Go ahead and blow your nose and wipe those tears. I’ll wait.
After my targeted HER2 antibody drugs, it was time for the heavy duty shit. The actual chemotherapy. One hour each of Taxotere and Carboplatin. I ate half a peanut butter sandwich and drank water. Oh, and some Swedish Fish. My husband returned from the movies and I started reading a book my friend Kim recommended: A Kind Worth Killing.
And then, it was over. I got home in time to meet my baby at the bus stop. I was kinda worn out, and lounged in bed and read. Not much appetite for dinner, but I did my best. I had an ice cream sandwich for dessert.
So here’s a couple things I learned about chemo that I didn’t know before:
1. You are allowed to pee! They can unplug your IV from the wall and you can run on battery power and shuffle your ass to the potty hauling your drugs on a pole. Comes in handy when they’re filling you full of liquids.
2. For a couple days post chemo, you are TOXIC. All of your bodily fluids contain chemo drugs and you don’t want anyone to get any on them. What does this mean? If I have night sweat, I gotta sleep alone. After using the toilet I have to shut the lid and flush twice. TWICE! I feel like I’m murdering the Earth! The most surprising though? NO SEX. Kinda wish they’d warned me about that one the night before so I could store up. But yeah, the chemo nurse said no sex at all for a few days and no unprotected sex for about 8 days. WHO KNEW? Talk about unfuckable!

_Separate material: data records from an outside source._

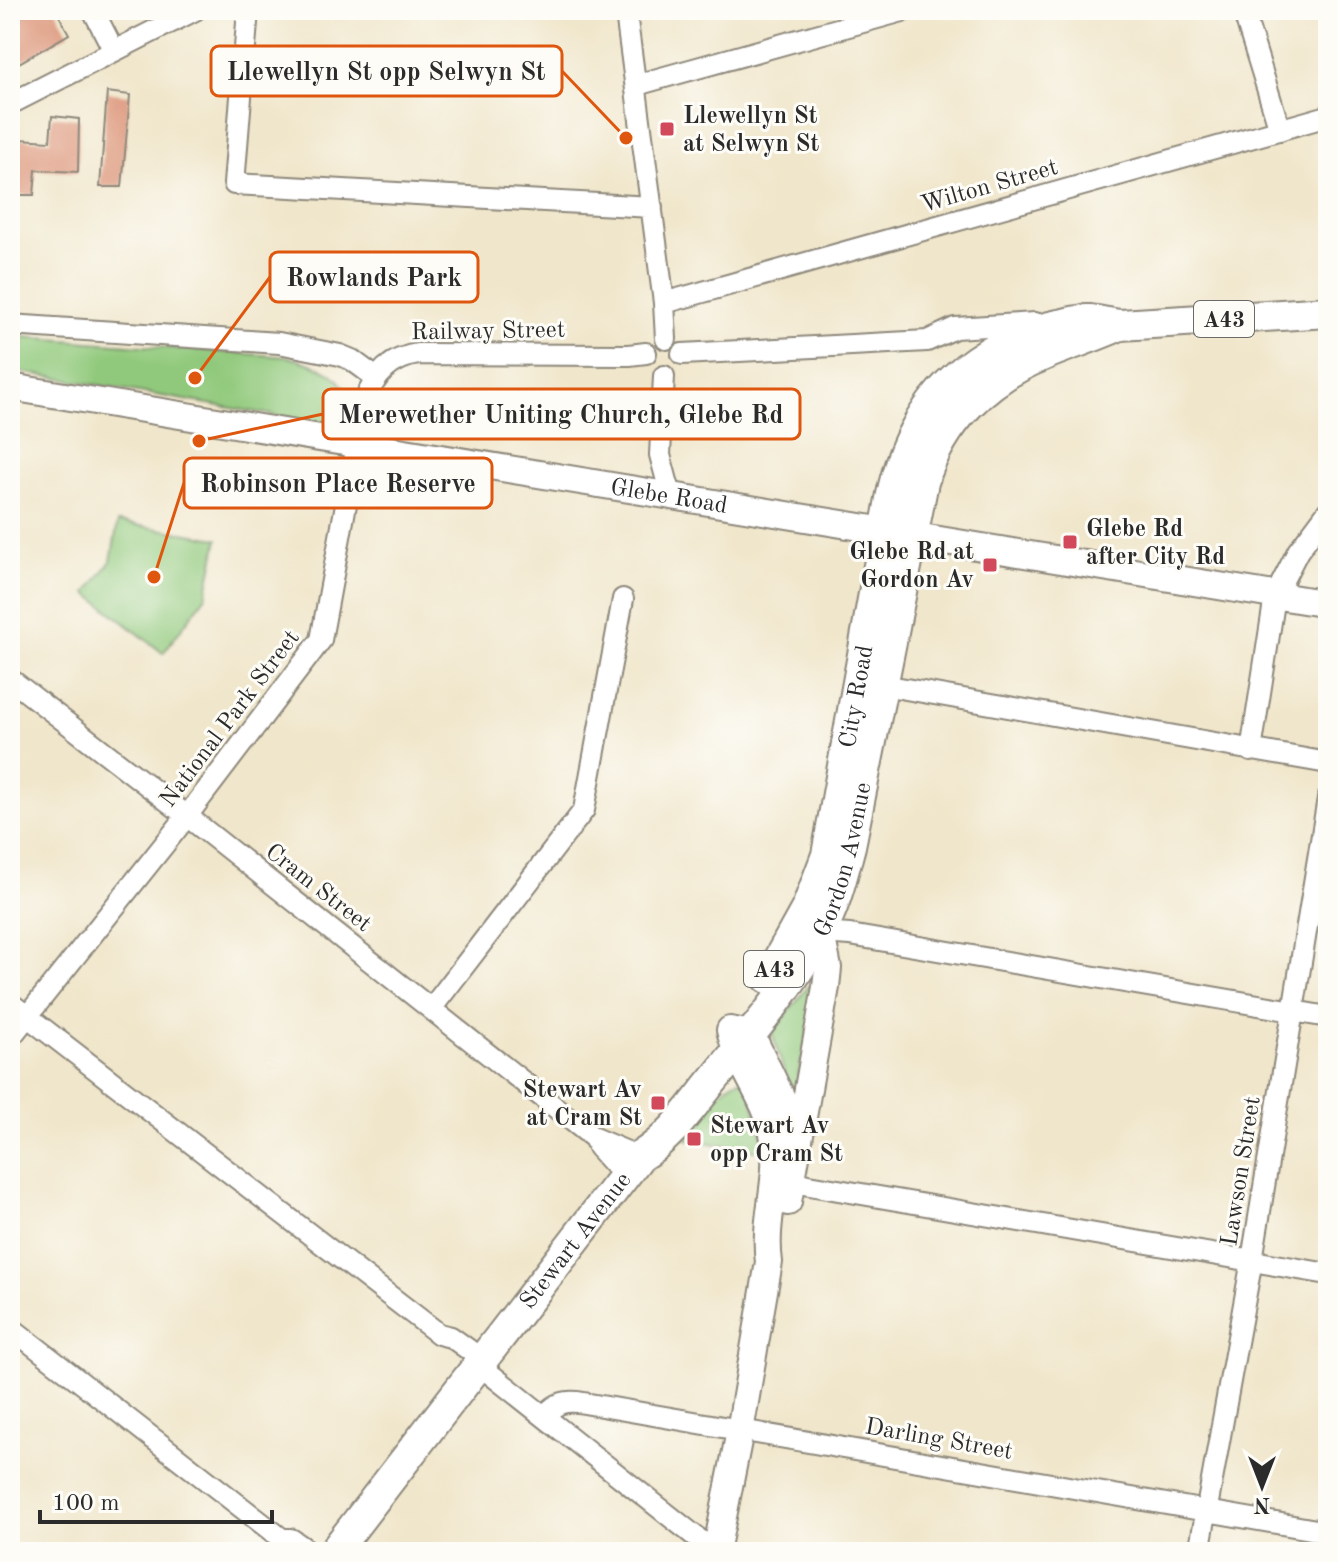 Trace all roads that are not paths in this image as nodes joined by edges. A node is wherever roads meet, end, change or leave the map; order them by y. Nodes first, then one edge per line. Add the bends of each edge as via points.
1 (93, 10) edge
2 (195, 10) edge
3 (248, 10) edge
4 (621, 10) edge
5 (906, 10) edge
6 (1243, 10) edge
7 (114, 51) junction
8 (636, 85) junction
9 (10, 104) edge
10 (1328, 116) edge
11 (1280, 130) junction
12 (652, 207) junction
13 (664, 303) junction
14 (1328, 312) edge
15 (1087, 320) junction
16 (10, 325) edge
17 (1120, 325) junction
18 (666, 339) junction
19 (646, 353) junction
20 (682, 354) junction
21 (664, 376) junction
22 (375, 377) junction
23 (10, 387) edge
24 (358, 444) junction
25 (671, 496) junction
26 (1328, 511) edge
27 (898, 534) junction
28 (1275, 596) junction
29 (623, 599) dead end
30 (1328, 604) edge
31 (10, 679) edge
32 (883, 685) junction
33 (1251, 751) junction
34 (1328, 763) edge
35 (1328, 798) edge
36 (187, 816) junction
37 (821, 933) junction
38 (10, 1003) edge
39 (431, 1009) junction
40 (1292, 1011) junction
41 (27, 1016) junction
42 (1328, 1017) edge
43 (10, 1038) edge
44 (739, 1039) junction
45 (799, 1134) junction
46 (632, 1167) junction
47 (783, 1181) junction
48 (1252, 1260) junction
49 (1328, 1274) edge
50 (10, 1327) edge
51 (478, 1366) junction
52 (545, 1415) junction
53 (740, 1431) junction
54 (1207, 1510) junction
55 (1328, 1532) edge
56 (285, 1546) edge
57 (310, 1552) edge
58 (334, 1552) edge
59 (716, 1552) edge
60 (1199, 1552) edge

1 - 7 street
2 - 7 street
3 - 12 street via 234,184
4 - 8 street
5 - 8 street
6 - 11 street
7 - 9 street
8 - 12 street
10 - 11 street, Wilton Street
11 - 13 street, Wilton Street
12 - 13 street
13 - 18 street
14 - 17 highway, City Road / A43
15 - 17 highway, City Road / A43
15 - 20 street via 955,328 927,341
15 - 27 highway, City Road / A43 via 1014,338 947,385 915,428 904,454
16 - 22 street via 279,343 340,355
17 - 27 highway, City Road / A43 via 1040,356 971,401 943,435
18 - 19 street via 654,342
18 - 20 street
19 - 21 street via 651,370
19 - 22 street, Railway Street via 418,354 400,358
20 - 21 street via 677,370
21 - 25 street via 660,455
22 - 24 street, National Park Street
23 - 24 main road, Glebe Road
24 - 25 main road, Glebe Road
24 - 36 street, National Park Street via 321,640
25 - 27 main road, Glebe Road
26 - 28 street via 1298,551
27 - 28 main road, Glebe Road
27 - 32 highway, Gordon Avenue / A43
27 - 44 highway, City Road / A43 via 827,855 795,933
28 - 30 main road, Glebe Road
28 - 33 street
29 - 39 street via 584,810
31 - 36 street, Cram Street
32 - 33 street
32 - 37 highway, Gordon Avenue / A43 via 850,846
33 - 34 street
35 - 40 street, Lawson Street
36 - 39 street, Cram Street
36 - 41 street, National Park Street
37 - 40 street
37 - 44 highway, Stewart Avenue / A43 via 783,993
37 - 45 main road, Gordon Avenue via 826,987
38 - 41 street
39 - 46 street, Cram Street
40 - 42 street
40 - 48 street, Lawson Street
41 - 43 street, National Park Street
41 - 51 street via 439,1334 451,1337
44 - 45 main road
44 - 46 highway, Stewart Avenue / A43 via 662,1143
44 - 47 main road, Gordon Avenue via 767,1111
45 - 47 main road, Gordon Avenue
46 - 51 highway, Stewart Avenue / A43
47 - 48 street
47 - 53 main road, Gordon Avenue via 766,1239 769,1262
48 - 49 street
48 - 54 street, Lawson Street
50 - 56 street
51 - 52 street
51 - 58 highway, Stewart Avenue / A43
52 - 53 street, Darling Street via 555,1404 575,1401
52 - 59 street
53 - 54 street, Darling Street
53 - 59 main road, Gordon Avenue
54 - 55 street, Darling Street
54 - 60 street, Lawson Street
56 - 57 street via 291,1539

So how is my toxic ass doing today? Not bad. I felt a little bit queasy when I woke up, so I got up, popped a Zofran and went back to bed. My chemo nurse (and also the amazing Ann who blogs at Breast Cancer? But Doctor I hate Pink and wrote this super helpful Top Four Tips for Getting Through Chemo post) both said to take meds at the first twinge of queaze, so I did. Thanks, ladies!
I went to the hospital this morning for my Neulasta shot. It can cause bone pain, so they have you take Claritin (yes,
the OTC allergy drug!) beforehand. My daughter came with us to see the place Mommy goes to get her medicine and everyone smiled to see her. She says it’s not scary and she wants to go back. We’ll see.

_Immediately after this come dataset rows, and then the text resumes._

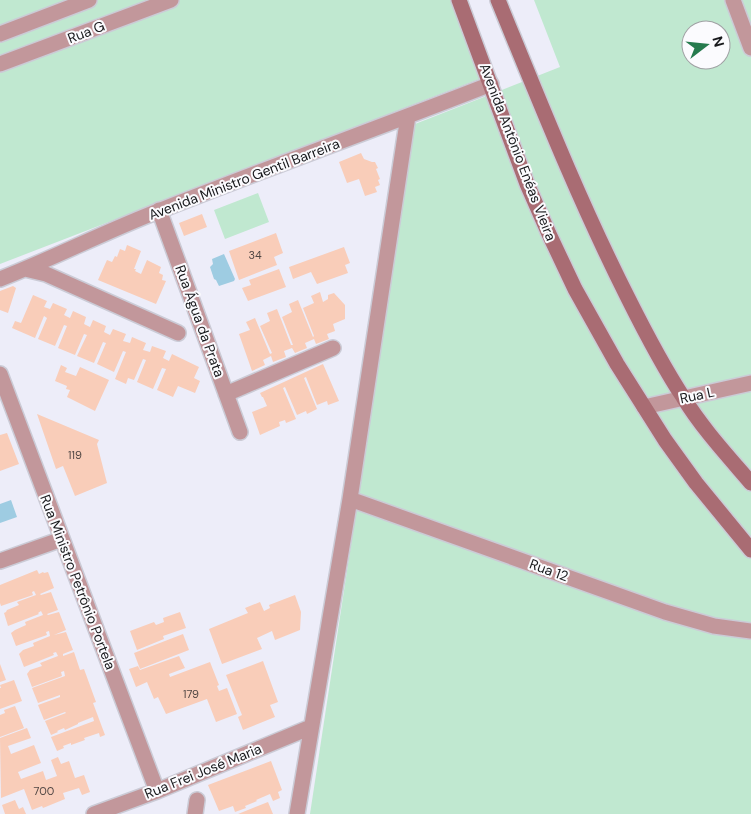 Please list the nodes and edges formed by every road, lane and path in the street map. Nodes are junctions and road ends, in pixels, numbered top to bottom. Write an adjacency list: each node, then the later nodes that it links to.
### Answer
1 (89, 0): 6 (street, Rua G)
2 (171, 0): 8 (street, Rua G)
3 (459, 0): 9 (street, Avenida Antônio Enéas Vieira)
4 (498, 0): 19 (street)
5 (733, 0): 7 (street)
6 (0, 34)
7 (751, 48)
8 (0, 64)
9 (491, 84): 10 (street, Avenida Ministro Gentil Barreira); 20 (street, Avenida Antônio Enéas Vieira)
10 (408, 116): 11 (street, Avenida Ministro Gentil Barreira); 23 (street)
11 (159, 210): 12 (street, Avenida Ministro Gentil Barreira); 18 (street, Rua Água da Prata)
12 (25, 269): 13 (street, Avenida Ministro Gentil Barreira); 14 (street)
13 (0, 279)
14 (178, 332)
15 (333, 348): 18 (street)
16 (0, 374): 24 (street, Rua Ministro Petrônio Portela)
17 (751, 384): 19 (street, Rua L)
18 (226, 394): 21 (street, Rua Água da Prata)
19 (683, 398): 20 (street, Rua L); 22 (street)
20 (644, 407): 25 (street, Avenida Antônio Enéas Vieira)
21 (240, 432)
22 (751, 483)
23 (350, 500): 27 (street, Rua 12); 28 (street)
24 (62, 539): 26 (street); 29 (street, Rua Ministro Petrônio Portela)
25 (751, 550)
26 (0, 561)
27 (751, 631)
28 (311, 727): 29 (street, Rua Frei José Maria); 31 (street)
29 (157, 791): 30 (street, Rua Frei José Maria)
30 (94, 814)
31 (297, 814) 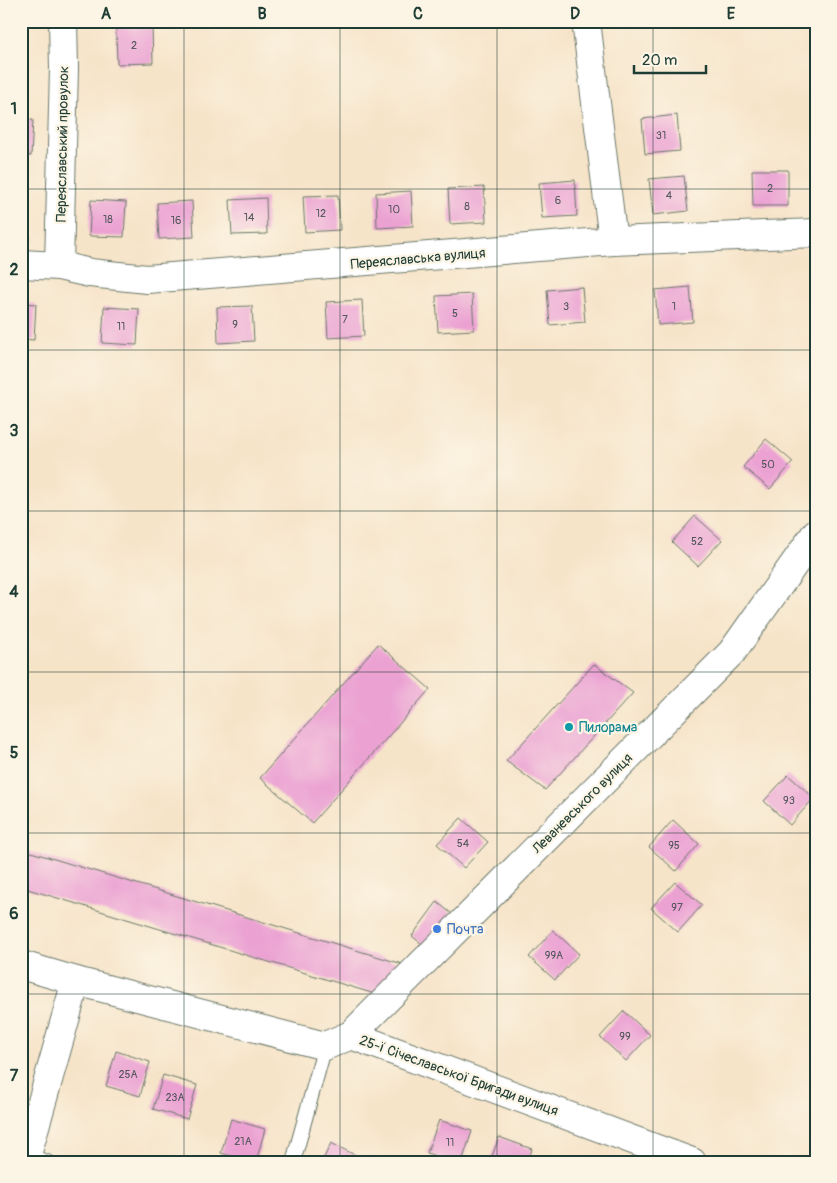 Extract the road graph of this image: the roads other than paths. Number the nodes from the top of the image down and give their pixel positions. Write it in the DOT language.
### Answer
graph roads {
  1 [pos="63,21"];
  2 [pos="586,21"];
  3 [pos="816,233"];
  4 [pos="613,241"];
  5 [pos="21,264"];
  6 [pos="59,266"];
  7 [pos="816,533"];
  8 [pos="21,965"];
  9 [pos="76,981"];
  10 [pos="351,1035"];
  11 [pos="325,1046"];
  12 [pos="33,1160"];
  13 [pos="293,1162"];
  14 [pos="692,1162"];
  1 -- 6 [label="street, Переяславський провулок"];
  2 -- 4 [label="street"];
  3 -- 4 [label="street, Переяславська вулиця"];
  4 -- 6 [label="street, Переяславська вулиця"];
  5 -- 6 [label="street, Переяславська вулиця"];
  7 -- 10 [label="street, Леваневського вулиця"];
  8 -- 9 [label="street"];
  9 -- 11 [label="street"];
  9 -- 12 [label="street"];
  10 -- 11 [label="street, 25-ї Січеславської Бригади вулиця"];
  10 -- 14 [label="street, 25-ї Січеславської Бригади вулиця"];
  11 -- 13 [label="lane"];
}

Next up is a blood draw on May 15 to make sure my white counts are okay. It was really sad yesterday to see a woman come in for her chemo all sassy and joking around only to be sent home for low white counts.
Then, Round 2 happens May 26.
In the meantime, I’m hanging in there. I’m still riding the steriod high that kinda props you up the first couple of days, and have heard that days 4-7 are the worst. I will keep you updated, and I’m not going to be polite. For now, I await the coin flip: which will come first, puking or diarrhea, or BOTH?
Thank you for all the love and support!